— Material for this exercise —

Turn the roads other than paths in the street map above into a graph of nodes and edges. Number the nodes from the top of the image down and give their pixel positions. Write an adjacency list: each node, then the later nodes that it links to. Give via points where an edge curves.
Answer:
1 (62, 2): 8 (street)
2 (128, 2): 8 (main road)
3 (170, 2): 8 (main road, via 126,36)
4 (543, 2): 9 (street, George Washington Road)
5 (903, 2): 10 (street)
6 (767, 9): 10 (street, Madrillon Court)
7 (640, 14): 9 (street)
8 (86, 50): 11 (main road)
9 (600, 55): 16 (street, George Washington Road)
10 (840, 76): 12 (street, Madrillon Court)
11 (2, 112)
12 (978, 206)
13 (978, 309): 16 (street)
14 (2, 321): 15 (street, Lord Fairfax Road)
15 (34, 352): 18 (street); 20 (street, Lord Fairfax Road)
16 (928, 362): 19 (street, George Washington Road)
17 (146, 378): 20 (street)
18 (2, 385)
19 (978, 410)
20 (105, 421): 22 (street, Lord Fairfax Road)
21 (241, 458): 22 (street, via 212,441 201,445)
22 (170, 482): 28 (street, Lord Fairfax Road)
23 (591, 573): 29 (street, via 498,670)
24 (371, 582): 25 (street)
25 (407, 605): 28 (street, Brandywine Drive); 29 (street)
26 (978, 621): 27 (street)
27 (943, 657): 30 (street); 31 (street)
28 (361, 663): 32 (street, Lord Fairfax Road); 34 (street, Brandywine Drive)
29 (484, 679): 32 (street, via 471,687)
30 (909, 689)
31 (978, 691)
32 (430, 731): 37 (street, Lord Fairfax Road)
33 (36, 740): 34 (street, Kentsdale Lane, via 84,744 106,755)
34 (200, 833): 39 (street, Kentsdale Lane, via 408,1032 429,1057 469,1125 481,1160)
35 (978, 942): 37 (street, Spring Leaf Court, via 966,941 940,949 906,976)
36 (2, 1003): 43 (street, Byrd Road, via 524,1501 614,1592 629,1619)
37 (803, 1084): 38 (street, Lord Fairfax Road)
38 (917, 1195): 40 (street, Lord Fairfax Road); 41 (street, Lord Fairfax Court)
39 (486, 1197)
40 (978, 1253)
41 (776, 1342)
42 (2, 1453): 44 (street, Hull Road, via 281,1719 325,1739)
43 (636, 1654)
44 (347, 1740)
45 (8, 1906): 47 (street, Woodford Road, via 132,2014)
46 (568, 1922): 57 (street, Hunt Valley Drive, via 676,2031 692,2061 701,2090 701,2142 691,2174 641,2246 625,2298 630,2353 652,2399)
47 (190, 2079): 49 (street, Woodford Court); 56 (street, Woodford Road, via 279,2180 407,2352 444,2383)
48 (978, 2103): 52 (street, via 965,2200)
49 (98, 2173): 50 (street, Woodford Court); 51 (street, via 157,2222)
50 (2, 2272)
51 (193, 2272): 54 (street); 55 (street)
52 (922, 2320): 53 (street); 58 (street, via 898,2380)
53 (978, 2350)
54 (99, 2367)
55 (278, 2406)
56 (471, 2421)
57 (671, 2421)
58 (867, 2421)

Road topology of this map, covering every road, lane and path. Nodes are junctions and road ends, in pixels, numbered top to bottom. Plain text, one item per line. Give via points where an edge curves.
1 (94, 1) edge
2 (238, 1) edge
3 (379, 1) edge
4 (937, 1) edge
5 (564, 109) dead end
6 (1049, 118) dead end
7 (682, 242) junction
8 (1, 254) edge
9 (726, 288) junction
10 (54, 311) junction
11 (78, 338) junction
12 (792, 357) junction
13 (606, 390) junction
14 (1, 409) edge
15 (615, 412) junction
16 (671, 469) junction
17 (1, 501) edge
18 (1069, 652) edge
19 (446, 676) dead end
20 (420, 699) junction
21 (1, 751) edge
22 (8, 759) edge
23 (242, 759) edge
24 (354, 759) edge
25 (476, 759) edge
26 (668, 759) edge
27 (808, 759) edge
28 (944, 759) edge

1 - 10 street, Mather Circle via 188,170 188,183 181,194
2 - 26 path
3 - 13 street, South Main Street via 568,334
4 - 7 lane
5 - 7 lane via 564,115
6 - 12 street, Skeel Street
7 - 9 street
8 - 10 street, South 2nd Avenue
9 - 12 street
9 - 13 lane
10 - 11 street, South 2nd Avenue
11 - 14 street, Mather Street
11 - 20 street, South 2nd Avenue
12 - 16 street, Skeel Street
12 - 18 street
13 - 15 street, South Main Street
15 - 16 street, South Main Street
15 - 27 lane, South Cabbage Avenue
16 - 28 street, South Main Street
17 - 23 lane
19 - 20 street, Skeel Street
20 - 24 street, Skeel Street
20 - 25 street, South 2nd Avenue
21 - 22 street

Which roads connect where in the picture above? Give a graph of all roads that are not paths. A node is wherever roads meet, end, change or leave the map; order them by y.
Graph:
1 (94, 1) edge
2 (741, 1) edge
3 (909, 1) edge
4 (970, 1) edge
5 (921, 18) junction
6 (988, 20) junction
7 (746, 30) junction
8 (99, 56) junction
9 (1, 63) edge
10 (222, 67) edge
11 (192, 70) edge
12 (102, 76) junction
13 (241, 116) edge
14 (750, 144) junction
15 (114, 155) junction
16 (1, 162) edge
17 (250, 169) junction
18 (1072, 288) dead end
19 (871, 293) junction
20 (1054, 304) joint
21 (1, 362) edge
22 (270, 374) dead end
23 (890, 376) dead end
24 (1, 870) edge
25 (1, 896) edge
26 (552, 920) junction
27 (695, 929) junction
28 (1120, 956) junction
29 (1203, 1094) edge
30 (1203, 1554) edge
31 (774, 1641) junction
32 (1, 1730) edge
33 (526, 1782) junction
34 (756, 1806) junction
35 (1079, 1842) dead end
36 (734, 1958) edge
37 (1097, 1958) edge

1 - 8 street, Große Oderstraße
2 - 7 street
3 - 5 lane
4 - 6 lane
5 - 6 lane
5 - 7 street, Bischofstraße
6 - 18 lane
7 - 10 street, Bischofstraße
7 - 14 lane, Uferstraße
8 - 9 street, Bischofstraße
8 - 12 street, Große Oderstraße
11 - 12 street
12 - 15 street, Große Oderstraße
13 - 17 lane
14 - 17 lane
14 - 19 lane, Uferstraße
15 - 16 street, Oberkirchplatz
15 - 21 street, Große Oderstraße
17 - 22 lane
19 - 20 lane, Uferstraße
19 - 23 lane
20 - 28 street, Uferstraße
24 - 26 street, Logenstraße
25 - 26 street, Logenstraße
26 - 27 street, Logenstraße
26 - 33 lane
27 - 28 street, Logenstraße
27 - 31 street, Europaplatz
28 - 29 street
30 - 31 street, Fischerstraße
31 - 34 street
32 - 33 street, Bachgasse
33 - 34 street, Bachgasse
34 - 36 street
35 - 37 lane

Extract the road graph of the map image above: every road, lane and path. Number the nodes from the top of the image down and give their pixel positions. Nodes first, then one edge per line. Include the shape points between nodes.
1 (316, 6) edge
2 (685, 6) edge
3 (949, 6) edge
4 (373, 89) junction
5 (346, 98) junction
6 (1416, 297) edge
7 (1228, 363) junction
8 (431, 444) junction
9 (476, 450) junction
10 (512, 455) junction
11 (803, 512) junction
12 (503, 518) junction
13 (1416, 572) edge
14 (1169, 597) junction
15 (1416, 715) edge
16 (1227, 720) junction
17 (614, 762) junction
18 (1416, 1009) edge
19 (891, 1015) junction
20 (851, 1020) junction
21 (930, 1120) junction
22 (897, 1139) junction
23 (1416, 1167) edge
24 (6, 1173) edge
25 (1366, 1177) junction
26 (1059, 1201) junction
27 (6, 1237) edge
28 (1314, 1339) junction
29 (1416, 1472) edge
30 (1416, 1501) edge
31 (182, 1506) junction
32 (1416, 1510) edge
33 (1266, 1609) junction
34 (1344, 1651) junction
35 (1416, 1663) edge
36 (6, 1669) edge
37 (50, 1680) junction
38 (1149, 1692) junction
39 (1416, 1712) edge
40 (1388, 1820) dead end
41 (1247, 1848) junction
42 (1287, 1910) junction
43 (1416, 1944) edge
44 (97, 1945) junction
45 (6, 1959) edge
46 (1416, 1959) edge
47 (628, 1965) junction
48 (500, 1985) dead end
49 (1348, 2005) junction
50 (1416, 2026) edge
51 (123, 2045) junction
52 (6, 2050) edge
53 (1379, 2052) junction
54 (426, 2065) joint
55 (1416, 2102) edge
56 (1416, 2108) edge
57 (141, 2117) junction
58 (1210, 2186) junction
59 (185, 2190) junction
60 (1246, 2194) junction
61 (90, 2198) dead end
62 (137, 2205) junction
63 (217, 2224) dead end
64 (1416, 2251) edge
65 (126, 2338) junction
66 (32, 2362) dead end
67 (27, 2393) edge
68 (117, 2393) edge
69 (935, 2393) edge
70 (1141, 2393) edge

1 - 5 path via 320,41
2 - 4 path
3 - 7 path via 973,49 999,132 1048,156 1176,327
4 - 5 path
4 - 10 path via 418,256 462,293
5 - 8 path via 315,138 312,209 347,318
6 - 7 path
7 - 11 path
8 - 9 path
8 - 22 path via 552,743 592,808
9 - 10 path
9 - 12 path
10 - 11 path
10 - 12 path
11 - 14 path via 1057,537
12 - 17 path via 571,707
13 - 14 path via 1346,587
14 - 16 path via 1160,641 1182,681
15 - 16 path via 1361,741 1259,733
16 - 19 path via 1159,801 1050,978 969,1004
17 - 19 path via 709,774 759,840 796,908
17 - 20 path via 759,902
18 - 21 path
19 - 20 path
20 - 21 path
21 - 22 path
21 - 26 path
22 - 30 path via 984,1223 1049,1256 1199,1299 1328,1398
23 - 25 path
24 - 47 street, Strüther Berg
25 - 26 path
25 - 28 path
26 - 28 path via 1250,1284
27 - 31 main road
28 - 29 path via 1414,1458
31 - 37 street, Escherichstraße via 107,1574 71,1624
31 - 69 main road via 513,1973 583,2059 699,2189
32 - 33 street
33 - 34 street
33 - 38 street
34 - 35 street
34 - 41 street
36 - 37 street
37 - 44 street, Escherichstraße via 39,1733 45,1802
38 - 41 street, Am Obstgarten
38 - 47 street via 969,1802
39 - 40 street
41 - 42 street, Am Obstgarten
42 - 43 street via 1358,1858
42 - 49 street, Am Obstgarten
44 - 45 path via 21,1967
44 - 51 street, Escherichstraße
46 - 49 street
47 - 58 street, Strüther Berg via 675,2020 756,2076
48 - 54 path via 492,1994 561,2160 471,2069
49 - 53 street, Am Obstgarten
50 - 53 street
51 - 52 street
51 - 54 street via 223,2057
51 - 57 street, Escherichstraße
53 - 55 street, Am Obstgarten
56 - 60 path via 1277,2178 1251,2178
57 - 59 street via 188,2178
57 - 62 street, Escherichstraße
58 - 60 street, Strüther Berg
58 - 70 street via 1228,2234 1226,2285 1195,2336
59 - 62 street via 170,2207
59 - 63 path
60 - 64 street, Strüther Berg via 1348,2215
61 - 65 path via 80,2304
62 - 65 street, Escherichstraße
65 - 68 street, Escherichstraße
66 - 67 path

— What is needed —
Show, from the listing above, every line holding the word "that".

— Problem solution —
Turn the roads other than paths in the street map above into a graph of nodes and edges. Number the nodes from the top of the image down and give their pixel positions. Write an adjacency list: each node, then the later nodes that it links to. Give via points where an edge curves.
Which roads connect where in the picture above? Give a graph of all roads that are not paths. A node is wherever roads meet, end, change or leave the map; order them by y.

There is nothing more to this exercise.